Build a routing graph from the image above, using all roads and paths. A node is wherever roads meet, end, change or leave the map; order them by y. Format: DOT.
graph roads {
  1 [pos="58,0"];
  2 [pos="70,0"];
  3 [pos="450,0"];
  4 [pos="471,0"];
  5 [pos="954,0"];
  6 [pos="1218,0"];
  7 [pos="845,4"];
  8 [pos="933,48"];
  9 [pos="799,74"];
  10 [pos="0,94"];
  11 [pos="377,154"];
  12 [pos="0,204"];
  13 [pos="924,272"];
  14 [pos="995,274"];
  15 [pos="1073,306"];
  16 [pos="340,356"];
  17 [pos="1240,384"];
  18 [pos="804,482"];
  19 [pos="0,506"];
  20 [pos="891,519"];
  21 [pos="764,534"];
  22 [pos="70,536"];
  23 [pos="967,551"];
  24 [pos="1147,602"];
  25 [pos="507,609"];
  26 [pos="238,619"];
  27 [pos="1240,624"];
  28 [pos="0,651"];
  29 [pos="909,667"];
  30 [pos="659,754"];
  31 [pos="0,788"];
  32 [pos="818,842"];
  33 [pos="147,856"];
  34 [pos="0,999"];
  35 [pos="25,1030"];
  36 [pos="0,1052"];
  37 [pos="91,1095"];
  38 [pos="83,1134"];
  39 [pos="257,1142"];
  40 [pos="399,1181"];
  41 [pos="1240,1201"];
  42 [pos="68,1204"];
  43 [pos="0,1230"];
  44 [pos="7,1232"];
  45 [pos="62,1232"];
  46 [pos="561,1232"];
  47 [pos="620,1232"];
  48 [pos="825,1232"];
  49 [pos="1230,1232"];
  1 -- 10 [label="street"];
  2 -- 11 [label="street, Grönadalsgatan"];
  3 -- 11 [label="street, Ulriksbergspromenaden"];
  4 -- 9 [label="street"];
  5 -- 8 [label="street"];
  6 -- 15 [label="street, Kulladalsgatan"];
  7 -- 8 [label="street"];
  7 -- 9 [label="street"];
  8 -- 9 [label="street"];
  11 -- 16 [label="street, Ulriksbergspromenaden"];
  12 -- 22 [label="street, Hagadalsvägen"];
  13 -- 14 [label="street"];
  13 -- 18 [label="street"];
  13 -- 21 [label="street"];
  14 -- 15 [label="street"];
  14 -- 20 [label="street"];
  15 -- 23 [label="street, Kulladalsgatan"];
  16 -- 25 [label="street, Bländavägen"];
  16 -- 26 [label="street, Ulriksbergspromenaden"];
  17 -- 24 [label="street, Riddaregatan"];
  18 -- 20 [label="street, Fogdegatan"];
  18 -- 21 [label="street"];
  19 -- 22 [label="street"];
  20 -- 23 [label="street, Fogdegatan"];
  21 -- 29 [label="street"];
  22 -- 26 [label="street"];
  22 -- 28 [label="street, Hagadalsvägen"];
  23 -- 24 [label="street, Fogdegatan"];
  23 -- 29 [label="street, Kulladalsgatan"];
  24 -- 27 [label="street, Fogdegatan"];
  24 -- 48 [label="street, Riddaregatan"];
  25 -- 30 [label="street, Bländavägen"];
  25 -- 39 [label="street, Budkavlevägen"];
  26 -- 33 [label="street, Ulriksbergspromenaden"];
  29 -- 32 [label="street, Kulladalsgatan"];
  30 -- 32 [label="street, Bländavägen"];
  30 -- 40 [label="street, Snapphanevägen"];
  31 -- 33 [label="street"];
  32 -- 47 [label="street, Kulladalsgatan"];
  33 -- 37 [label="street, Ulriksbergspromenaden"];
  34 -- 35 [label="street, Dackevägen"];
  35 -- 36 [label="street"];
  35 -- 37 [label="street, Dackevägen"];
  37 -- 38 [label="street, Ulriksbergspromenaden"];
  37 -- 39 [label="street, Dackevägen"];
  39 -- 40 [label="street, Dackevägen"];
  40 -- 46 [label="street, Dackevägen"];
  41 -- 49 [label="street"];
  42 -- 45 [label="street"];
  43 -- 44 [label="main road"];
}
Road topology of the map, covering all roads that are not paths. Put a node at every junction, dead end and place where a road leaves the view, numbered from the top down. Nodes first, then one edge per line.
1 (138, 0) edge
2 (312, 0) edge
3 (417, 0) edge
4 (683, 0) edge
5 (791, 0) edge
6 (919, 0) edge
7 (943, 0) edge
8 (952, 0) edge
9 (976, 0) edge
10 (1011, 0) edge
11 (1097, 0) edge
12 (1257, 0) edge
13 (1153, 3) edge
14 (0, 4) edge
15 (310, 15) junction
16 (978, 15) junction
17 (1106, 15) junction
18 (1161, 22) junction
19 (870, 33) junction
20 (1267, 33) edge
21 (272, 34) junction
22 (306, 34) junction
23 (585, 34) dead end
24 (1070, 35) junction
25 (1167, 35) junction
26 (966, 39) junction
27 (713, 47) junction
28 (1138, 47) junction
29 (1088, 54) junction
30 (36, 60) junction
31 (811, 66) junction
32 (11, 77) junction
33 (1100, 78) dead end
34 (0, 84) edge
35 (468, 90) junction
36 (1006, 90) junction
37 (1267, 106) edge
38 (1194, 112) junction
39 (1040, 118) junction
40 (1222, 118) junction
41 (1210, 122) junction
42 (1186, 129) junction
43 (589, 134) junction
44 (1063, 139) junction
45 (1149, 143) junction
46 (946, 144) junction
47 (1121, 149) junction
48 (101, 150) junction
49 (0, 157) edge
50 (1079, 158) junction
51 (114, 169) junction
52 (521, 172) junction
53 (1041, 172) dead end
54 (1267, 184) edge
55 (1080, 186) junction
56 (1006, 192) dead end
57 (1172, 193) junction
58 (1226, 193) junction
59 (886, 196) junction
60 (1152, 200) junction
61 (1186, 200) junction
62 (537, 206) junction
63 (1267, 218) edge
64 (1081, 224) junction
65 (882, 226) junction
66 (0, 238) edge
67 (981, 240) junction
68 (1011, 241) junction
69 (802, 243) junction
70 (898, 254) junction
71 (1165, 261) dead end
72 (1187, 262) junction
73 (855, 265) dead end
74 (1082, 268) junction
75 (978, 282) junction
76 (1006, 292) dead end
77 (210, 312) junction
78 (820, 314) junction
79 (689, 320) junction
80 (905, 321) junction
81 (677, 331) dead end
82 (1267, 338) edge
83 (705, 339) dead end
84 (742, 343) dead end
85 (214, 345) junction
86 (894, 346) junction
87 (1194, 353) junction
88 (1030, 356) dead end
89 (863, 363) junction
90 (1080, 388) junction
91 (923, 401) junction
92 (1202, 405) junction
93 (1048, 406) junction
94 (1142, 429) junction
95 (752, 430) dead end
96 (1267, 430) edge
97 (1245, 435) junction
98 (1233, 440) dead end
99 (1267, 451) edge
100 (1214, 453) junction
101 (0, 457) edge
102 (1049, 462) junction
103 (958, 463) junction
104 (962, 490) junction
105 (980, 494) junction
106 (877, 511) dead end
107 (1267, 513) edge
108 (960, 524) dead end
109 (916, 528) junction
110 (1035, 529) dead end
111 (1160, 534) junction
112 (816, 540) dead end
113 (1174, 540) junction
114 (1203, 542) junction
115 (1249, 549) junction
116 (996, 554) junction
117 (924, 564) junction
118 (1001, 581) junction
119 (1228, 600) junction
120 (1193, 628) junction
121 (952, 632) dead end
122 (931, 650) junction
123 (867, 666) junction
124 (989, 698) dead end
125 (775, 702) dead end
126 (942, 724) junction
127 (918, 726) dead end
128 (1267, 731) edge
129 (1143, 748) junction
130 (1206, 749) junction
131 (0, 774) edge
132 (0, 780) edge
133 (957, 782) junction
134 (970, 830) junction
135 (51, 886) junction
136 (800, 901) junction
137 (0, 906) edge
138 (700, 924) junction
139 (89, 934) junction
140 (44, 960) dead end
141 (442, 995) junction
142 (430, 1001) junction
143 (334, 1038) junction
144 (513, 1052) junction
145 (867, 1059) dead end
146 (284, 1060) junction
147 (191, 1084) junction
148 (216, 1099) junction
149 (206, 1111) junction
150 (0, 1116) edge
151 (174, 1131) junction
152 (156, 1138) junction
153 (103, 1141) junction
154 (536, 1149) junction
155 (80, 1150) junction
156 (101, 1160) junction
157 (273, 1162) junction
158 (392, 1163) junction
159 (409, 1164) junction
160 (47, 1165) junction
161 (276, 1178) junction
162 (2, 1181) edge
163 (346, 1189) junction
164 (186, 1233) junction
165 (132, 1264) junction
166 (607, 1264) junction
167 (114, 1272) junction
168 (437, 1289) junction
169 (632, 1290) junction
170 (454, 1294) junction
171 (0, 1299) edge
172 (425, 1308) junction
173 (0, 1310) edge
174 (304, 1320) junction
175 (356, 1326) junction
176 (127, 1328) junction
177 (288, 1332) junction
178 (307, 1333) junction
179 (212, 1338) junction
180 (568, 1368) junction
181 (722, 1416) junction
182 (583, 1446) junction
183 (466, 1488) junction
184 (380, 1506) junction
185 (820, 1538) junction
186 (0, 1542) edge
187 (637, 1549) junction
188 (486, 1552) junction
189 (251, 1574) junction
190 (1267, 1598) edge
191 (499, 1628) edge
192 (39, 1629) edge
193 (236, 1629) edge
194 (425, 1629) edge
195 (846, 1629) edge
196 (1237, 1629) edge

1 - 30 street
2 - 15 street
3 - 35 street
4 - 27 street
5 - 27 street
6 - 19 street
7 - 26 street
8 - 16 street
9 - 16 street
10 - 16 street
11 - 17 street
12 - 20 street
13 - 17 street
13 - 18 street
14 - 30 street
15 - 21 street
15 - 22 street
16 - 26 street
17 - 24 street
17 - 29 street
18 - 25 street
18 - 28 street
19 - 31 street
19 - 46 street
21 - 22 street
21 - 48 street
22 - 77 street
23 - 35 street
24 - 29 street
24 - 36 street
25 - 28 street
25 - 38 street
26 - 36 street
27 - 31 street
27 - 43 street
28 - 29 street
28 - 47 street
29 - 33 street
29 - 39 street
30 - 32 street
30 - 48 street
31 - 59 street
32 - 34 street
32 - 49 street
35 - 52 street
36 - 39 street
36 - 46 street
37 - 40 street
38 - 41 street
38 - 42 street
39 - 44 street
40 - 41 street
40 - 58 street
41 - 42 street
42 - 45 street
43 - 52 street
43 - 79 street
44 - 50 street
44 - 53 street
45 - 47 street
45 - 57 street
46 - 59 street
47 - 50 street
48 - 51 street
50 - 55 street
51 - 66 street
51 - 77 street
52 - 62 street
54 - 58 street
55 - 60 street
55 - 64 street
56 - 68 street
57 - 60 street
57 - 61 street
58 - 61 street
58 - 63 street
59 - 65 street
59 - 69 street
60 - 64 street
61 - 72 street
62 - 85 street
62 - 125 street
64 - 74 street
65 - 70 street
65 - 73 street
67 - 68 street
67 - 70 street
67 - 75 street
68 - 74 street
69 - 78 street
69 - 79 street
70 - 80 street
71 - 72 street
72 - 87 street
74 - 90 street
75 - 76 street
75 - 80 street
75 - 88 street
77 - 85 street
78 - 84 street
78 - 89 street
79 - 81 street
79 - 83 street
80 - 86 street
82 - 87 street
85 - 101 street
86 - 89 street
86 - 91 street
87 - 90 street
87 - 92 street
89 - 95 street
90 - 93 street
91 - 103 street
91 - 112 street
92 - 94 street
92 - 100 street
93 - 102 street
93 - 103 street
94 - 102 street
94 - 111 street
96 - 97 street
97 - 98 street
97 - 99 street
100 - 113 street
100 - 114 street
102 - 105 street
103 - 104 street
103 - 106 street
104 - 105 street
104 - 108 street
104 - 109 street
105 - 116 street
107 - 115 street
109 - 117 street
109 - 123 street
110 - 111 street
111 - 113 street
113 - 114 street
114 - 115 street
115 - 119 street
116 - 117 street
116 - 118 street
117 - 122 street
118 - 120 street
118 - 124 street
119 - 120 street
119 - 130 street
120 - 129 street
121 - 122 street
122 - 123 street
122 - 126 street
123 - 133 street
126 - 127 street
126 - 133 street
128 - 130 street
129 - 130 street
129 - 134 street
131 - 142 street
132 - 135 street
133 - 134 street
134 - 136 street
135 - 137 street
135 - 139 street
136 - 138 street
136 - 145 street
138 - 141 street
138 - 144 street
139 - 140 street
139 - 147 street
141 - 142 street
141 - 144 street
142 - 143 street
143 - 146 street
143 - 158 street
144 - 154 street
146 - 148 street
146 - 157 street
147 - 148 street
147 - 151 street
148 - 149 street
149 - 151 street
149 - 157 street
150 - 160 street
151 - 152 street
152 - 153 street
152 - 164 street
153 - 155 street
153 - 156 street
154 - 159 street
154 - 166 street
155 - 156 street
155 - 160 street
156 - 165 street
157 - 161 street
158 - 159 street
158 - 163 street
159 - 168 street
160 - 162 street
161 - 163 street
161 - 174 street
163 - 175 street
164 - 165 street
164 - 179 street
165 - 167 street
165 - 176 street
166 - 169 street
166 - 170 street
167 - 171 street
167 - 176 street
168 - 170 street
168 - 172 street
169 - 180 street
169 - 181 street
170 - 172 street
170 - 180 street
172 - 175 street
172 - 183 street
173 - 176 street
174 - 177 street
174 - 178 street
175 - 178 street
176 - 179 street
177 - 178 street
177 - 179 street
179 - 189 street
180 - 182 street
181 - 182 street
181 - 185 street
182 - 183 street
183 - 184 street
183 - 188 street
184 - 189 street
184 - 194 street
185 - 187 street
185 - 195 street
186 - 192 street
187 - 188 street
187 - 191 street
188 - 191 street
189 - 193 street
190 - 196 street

--

> _TASK_:
In the records above, find every line with the word "Dackevägen" and copy it.

> _EXERCISE RESULT_:
  34 -- 35 [label="street, Dackevägen"];
  35 -- 37 [label="street, Dackevägen"];
  37 -- 39 [label="street, Dackevägen"];
  39 -- 40 [label="street, Dackevägen"];
  40 -- 46 [label="street, Dackevägen"];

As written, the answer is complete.